Sinus headaches are a result of a sinus infection. You need to see a doctor who can prescribe antibiotics.
If they are reoccurring, you really need to see a physician.
Tension headaches are considered "featureless," which means it is just a headache and not accompanied by other symptoms. These might feel like pressure on both sides of the head. It is usually brought on by stress or fatigue. It is different from migraines because it is not debilitating.
They are treated with over-the-counter pain medication like Tylenol or Advil. But tension headaches require treatment if they occur more than 15 days per month; that's considered a chronic daily headache. A doctor might prescribe anti-depression drugs, blood pressure pills, or anti-seizure pills for a chronic headache.

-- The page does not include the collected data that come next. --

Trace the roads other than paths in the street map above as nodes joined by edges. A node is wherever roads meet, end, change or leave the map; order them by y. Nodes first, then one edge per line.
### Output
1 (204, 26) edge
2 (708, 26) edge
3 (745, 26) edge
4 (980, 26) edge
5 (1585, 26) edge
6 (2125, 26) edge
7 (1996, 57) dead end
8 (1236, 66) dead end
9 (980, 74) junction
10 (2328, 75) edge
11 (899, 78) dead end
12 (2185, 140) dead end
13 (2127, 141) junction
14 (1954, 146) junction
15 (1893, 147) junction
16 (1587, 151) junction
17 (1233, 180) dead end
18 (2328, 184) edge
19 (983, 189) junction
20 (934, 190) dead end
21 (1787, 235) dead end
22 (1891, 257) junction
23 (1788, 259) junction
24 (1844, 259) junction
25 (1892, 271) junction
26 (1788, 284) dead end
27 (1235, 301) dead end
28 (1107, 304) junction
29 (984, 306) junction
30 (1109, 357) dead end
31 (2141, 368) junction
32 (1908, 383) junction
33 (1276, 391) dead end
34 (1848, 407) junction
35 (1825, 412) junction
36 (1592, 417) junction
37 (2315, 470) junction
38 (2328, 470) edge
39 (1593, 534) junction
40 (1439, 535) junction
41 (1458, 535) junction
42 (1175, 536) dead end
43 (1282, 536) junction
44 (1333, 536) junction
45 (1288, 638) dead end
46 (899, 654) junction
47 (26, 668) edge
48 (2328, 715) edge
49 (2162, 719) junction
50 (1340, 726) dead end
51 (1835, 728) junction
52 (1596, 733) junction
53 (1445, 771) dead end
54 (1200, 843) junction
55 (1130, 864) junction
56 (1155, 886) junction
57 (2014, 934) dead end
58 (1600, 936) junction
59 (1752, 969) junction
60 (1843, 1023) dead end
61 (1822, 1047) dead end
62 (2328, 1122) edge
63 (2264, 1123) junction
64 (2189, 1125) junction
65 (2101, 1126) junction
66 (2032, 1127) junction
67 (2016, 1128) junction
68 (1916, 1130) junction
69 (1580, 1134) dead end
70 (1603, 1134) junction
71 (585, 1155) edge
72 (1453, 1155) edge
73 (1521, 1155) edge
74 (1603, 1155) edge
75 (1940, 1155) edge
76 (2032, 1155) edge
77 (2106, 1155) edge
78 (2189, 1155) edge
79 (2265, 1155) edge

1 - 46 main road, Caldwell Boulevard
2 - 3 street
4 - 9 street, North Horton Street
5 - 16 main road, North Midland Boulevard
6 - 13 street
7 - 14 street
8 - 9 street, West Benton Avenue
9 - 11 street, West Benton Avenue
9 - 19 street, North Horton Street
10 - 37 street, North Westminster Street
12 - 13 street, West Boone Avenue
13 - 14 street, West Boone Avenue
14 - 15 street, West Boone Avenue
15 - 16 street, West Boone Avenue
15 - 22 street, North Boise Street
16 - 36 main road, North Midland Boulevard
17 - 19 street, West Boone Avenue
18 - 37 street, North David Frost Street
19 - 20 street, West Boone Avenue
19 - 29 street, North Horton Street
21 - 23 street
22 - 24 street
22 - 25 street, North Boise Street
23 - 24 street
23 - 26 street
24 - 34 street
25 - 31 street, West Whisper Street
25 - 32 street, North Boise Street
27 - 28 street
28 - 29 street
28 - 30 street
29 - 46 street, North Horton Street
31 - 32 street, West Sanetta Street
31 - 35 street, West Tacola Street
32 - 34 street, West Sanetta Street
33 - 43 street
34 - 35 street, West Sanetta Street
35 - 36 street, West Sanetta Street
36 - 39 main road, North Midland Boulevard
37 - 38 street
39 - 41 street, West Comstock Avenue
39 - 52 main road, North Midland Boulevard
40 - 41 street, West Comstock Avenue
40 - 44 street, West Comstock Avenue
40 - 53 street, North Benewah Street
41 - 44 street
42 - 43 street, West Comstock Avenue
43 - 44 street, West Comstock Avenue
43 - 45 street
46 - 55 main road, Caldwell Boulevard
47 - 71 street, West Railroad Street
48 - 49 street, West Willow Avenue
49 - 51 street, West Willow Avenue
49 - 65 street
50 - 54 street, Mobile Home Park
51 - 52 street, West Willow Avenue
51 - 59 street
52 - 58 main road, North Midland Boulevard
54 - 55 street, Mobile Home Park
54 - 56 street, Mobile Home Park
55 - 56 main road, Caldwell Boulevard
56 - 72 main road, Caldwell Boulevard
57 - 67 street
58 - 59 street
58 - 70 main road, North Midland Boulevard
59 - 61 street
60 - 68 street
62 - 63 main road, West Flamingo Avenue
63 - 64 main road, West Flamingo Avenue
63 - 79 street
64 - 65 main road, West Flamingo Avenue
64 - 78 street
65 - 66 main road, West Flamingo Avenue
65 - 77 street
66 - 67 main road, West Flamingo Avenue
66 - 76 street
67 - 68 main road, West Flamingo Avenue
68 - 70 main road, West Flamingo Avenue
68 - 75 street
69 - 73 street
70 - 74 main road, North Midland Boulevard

Called cluster because it occurs only during certain seasons. For example, a person who suffers from cluster headaches may only get them around daylight savings time or when winter turns to spring.
This headache occurs more often in men than women. It is an excruciating pain around one eye - lasts 15 to 30 minutes. It's so painful it has been called the "suicide headache" because people have been known to want to kill themselves because of the severe pain.
Sometimes it works to try to distract the headache by exposing it to extreme cold. However, the most common treatment is a shot of Imitrex or breathing pure oxygen.
This is the type of headache that is usually treated with preventative measures. Patients who have cluster headaches are prescribed Verapamil, Depakote, Lithium or Imitrex.
Sometimes herbal remedies, vitamins and acupuncture work, but sometimes they don't work. In some cases, the condition may worsen. It's best to talk to a physician before trying any alternative treatment.